What’s the difference between Harvard and UCLA when it comes to fighting President Trump’s attacks?
It may come down to how much Gavin Newsom wants his shot at the White House.
Harvard appears to be on the brink of caving to the president’s demands around claims of antisemitism and a host of issues that most would describe as policies for inclusiveness and diversity, but which Trump derides as “woke,” whatever that means.
The storied university may pay out a huge settlement — rumored to be about $500 million — to pacify an administration increasingly bent on domination of American institutions. Armed with that success, the president has targeted UCLA by freezing more than $500 million in federal grants and demanding a payout of about $1 billion.
“We will not be complicit in this kind of attack on academic freedom on this extraordinary public institution,” Newsom said recently. “We are not like some of those other institutions that have followed a different path.”
Let’s hope that’s true.
Technically, the University of California is run by the Board of Regents, of which Newsom is a member. But Newsom has so far appointed or reappointed several voting members, and you’re not going to convince me that the rest will go rogue on this decision on how to battle for the soul of UCLA, one of the most important the board will ever make.
So Newsom will be the decider, to steal a phrase from President George W. Bush.
And deciding to capitulate not only looks bad, but has terrible consequences that would dog a candidate Newsom. Not to mention crippling California as a whole.
Harvard may hold a place in the American psyche as the best of the best, but when it comes to actual impact, UCLA and the University of California system are in an entirely different league. More than 1 million Californians hold a degree from a UC, with about 200,000 currently enrolled across the system. Each year, UCLA alone contributes more than $2 billion to the local economy, and adds to the body of human knowledge with its unparalleled research in ways that money cannot quantify.
“With all respect to Harvard, the University of California dwarfs Harvard in terms of size and scale and the impact on the country,” state Sen. Scott Wiener (D-San Francisco) told me. “When you look at the UC just in terms of science and healthcare and helping to birth Silicon Valley, helping to birth the pharmaceutical industry, the UC has a cultural, educational and economic relevance unlike any other institution on the planet.”
The stakes are simply higher for California. Harvard, a private university, can not only withstand more financially, but ultimately matters less. UCLA, with great respect to UC Berkeley, is the “people’s university,” as Zev Yaroslavsky puts it. He’s a former L.A. County supervisor and current director of the Los Angeles Initiative at the UCLA Luskin School of Public Affairs.
“There is a difference between a Harvard and a UCLA, or UC Berkeley or UC San Diego or University of Michigan,” he said, and if the president managed to extract his pound of flesh, “it would bankrupt the No. 1 public university in the United States.”

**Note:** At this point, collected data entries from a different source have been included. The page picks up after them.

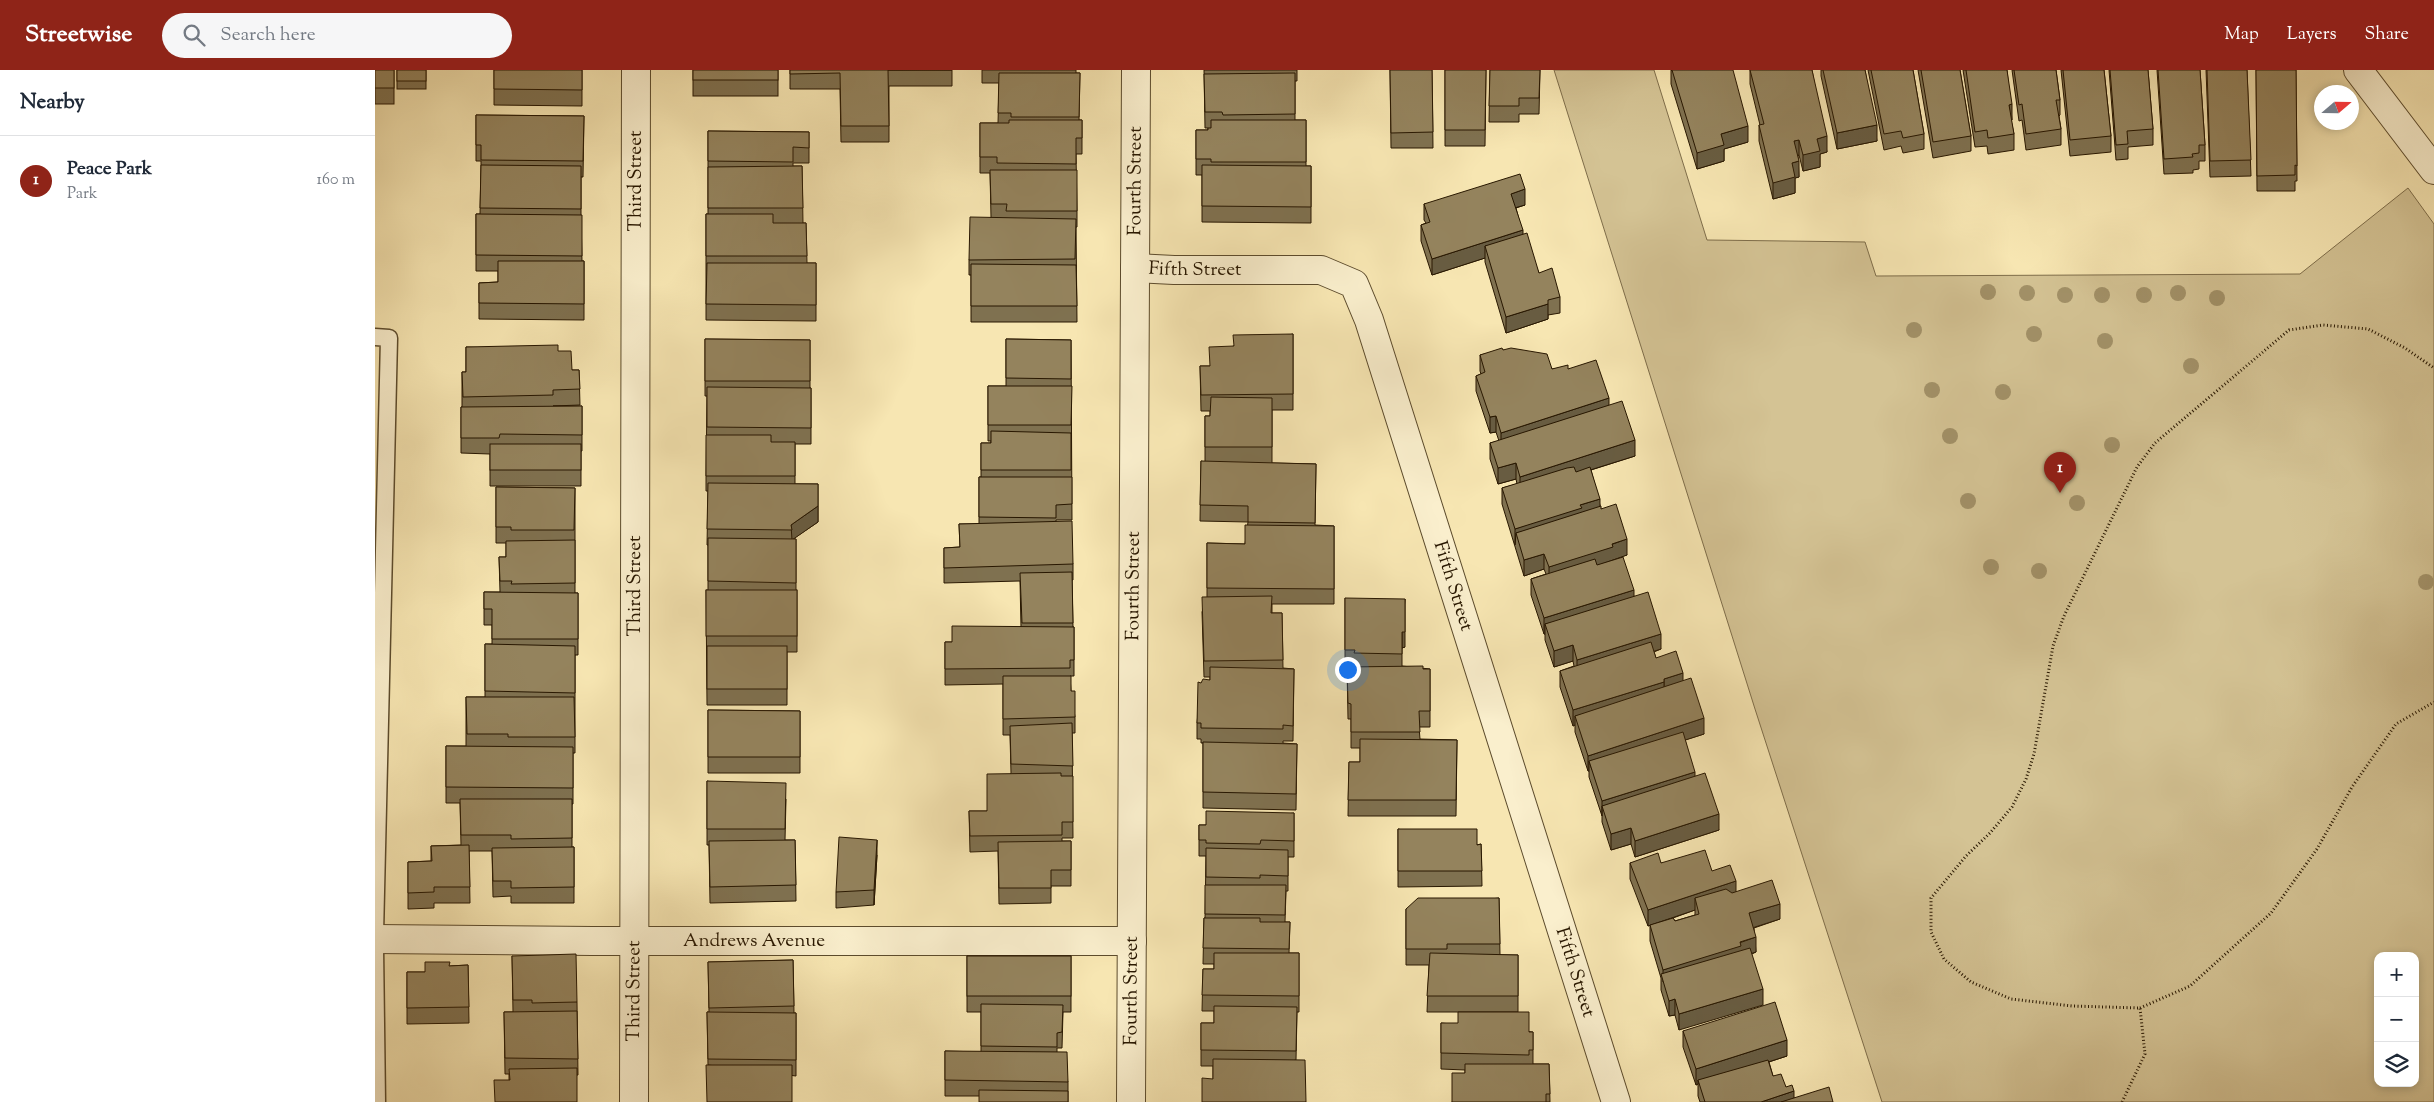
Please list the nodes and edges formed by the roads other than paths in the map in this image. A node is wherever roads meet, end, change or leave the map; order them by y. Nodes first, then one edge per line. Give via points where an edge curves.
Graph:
1 (636, 70) edge
2 (1136, 70) edge
3 (2358, 70) edge
4 (2434, 170) edge
5 (1135, 268) junction
6 (375, 337) edge
7 (375, 934) edge
8 (375, 938) edge
9 (634, 941) junction
10 (1131, 941) junction
11 (375, 947) edge
12 (377, 1102) edge
13 (634, 1102) edge
14 (1131, 1102) edge
15 (1616, 1102) edge

1 - 9 street, Third Street
2 - 5 street, Fourth Street
3 - 4 street
5 - 10 street, Fourth Street
5 - 15 street, Fifth Street via 1321,270 1354,284
6 - 7 lane via 389,338
8 - 9 street, Andrews Avenue
9 - 10 street, Andrews Avenue
9 - 13 street, Third Street
10 - 14 street, Fourth Street
11 - 12 lane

The problem is this is a lose-lose situation. If the university settles, it is going to be forced to pay a tribute of hundreds of millions of dollars. While it may be able to lower the purposefully debilitating $1 billion Trump is demanding, it will still pay a price that damages it for years to come. But at least it will know the number.
If the university doesn’t settle, it risks years of litigation with no certainty of an eventual win.
On Tuesday, a federal court in a separate lawsuit ordered the administration to unfreeze more than $80 million in funding that is currently being withheld. But even with that win, the entire UC system remains in jeopardy of the president’s agenda, and there is no reason to believe the Supreme Court would side with California if or when the case made it that far.
But even if UCLA were to settle, what’s to stop Trump from coming back next year for another bite? As Yaroslavsky points out, give a bully your lunch money once, and they’ll keep coming back for more.
“There’s always a temptation to negotiate and work it out,” said Wiener, the state senator. “I don’t think that that’s an option here.”
Neither do I, though the business-minded decision would be to cut a deal. But we also have a larger issue to consider.
Education is resistance to authoritarianism, and crushing it has long been a goal of the far right. Point being, educated, free-thinking folks often prefer diversity and democracy.
In 2021, Vice President JD Vance gave a speech titled “The Universities are the Enemy,” which summed it up well.
“We have to honestly and aggressively attack the universities in this country,” he said. And here we are.
If the university of the fourth-largest economy on the planet signals that it can’t stand up to this, what university will risk it?
“California needs to say, ‘No, we’re not going to give him control over the UC, we’re not going to pay him taxpayer dollars as extortion,’” Wiener said. “If California can’t say no, then I don’t see who can.”
So once again, California — and Californians — are a line of defense. It’s up to us to let our leaders know that we don’t want our taxpayer-funded universities to cave to this assault, and that we expect our governor to fight.
It’s in his best interest, and ours.